§ **TASK DIRECTIONS**
Each line below that includes the word "Jorge" is to be reported.

§ **DATA FOR THIS TASK**
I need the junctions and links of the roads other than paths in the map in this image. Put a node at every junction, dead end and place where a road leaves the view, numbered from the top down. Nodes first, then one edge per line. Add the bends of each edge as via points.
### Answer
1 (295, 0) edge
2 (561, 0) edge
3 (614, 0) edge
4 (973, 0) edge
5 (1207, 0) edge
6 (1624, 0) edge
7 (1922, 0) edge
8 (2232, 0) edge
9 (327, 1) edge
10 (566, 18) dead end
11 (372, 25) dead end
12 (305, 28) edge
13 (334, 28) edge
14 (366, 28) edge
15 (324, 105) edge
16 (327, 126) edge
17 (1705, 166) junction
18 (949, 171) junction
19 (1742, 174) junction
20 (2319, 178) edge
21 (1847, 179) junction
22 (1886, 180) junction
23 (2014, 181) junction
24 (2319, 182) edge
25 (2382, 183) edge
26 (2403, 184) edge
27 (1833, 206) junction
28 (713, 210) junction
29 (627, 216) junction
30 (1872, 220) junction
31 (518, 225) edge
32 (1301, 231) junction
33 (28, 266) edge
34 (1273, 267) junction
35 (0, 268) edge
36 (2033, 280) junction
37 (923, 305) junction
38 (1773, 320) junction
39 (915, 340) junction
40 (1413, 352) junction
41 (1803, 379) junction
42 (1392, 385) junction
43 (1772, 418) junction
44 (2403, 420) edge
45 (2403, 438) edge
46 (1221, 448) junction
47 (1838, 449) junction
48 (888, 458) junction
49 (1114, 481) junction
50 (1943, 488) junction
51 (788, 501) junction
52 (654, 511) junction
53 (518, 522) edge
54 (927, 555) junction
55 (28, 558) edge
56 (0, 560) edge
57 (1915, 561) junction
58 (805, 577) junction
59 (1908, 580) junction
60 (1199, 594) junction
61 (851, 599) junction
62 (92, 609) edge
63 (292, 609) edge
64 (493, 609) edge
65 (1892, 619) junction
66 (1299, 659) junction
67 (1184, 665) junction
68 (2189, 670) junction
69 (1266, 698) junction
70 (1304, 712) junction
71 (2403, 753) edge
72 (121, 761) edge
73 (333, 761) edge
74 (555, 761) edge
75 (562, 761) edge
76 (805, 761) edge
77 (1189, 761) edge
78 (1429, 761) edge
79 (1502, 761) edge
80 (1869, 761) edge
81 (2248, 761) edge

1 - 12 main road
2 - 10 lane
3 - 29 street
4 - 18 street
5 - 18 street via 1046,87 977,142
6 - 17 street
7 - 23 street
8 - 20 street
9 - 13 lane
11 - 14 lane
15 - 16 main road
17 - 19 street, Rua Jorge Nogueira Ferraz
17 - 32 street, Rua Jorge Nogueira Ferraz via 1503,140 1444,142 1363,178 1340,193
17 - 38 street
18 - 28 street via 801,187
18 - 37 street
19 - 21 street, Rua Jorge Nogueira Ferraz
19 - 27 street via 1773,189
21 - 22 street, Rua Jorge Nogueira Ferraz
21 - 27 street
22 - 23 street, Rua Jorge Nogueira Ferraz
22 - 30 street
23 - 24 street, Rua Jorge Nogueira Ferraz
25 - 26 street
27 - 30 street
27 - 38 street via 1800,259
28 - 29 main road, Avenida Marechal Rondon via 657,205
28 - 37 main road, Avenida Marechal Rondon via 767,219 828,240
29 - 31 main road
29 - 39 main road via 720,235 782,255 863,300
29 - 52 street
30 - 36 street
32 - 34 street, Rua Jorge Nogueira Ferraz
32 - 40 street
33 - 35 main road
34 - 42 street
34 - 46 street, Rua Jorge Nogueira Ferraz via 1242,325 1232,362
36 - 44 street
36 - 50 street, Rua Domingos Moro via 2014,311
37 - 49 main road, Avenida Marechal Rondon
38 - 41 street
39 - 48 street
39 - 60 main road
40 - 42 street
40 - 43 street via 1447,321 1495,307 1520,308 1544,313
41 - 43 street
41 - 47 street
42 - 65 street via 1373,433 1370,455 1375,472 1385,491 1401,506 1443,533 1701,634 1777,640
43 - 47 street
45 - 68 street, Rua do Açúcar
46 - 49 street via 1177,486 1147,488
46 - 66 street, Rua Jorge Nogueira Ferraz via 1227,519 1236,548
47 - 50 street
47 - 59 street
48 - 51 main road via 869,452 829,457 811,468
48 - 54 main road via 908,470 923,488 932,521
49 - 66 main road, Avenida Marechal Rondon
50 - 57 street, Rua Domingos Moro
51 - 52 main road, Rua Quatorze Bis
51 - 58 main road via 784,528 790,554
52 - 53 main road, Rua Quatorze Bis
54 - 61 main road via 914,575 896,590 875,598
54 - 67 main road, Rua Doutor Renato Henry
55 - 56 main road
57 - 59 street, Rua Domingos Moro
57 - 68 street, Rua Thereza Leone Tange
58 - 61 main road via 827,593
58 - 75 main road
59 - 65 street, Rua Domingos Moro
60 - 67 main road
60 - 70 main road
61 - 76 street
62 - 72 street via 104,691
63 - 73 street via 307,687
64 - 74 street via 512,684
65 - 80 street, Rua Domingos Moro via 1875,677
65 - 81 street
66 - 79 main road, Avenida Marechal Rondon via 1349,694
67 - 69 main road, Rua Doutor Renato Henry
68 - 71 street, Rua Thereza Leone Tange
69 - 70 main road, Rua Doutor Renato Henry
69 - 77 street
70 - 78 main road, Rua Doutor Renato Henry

§ **ANSWER FOR THE TASK**
17 - 19 street, Rua Jorge Nogueira Ferraz
17 - 32 street, Rua Jorge Nogueira Ferraz via 1503,140 1444,142 1363,178 1340,193
19 - 21 street, Rua Jorge Nogueira Ferraz
21 - 22 street, Rua Jorge Nogueira Ferraz
22 - 23 street, Rua Jorge Nogueira Ferraz
23 - 24 street, Rua Jorge Nogueira Ferraz
32 - 34 street, Rua Jorge Nogueira Ferraz
34 - 46 street, Rua Jorge Nogueira Ferraz via 1242,325 1232,362
46 - 66 street, Rua Jorge Nogueira Ferraz via 1227,519 1236,548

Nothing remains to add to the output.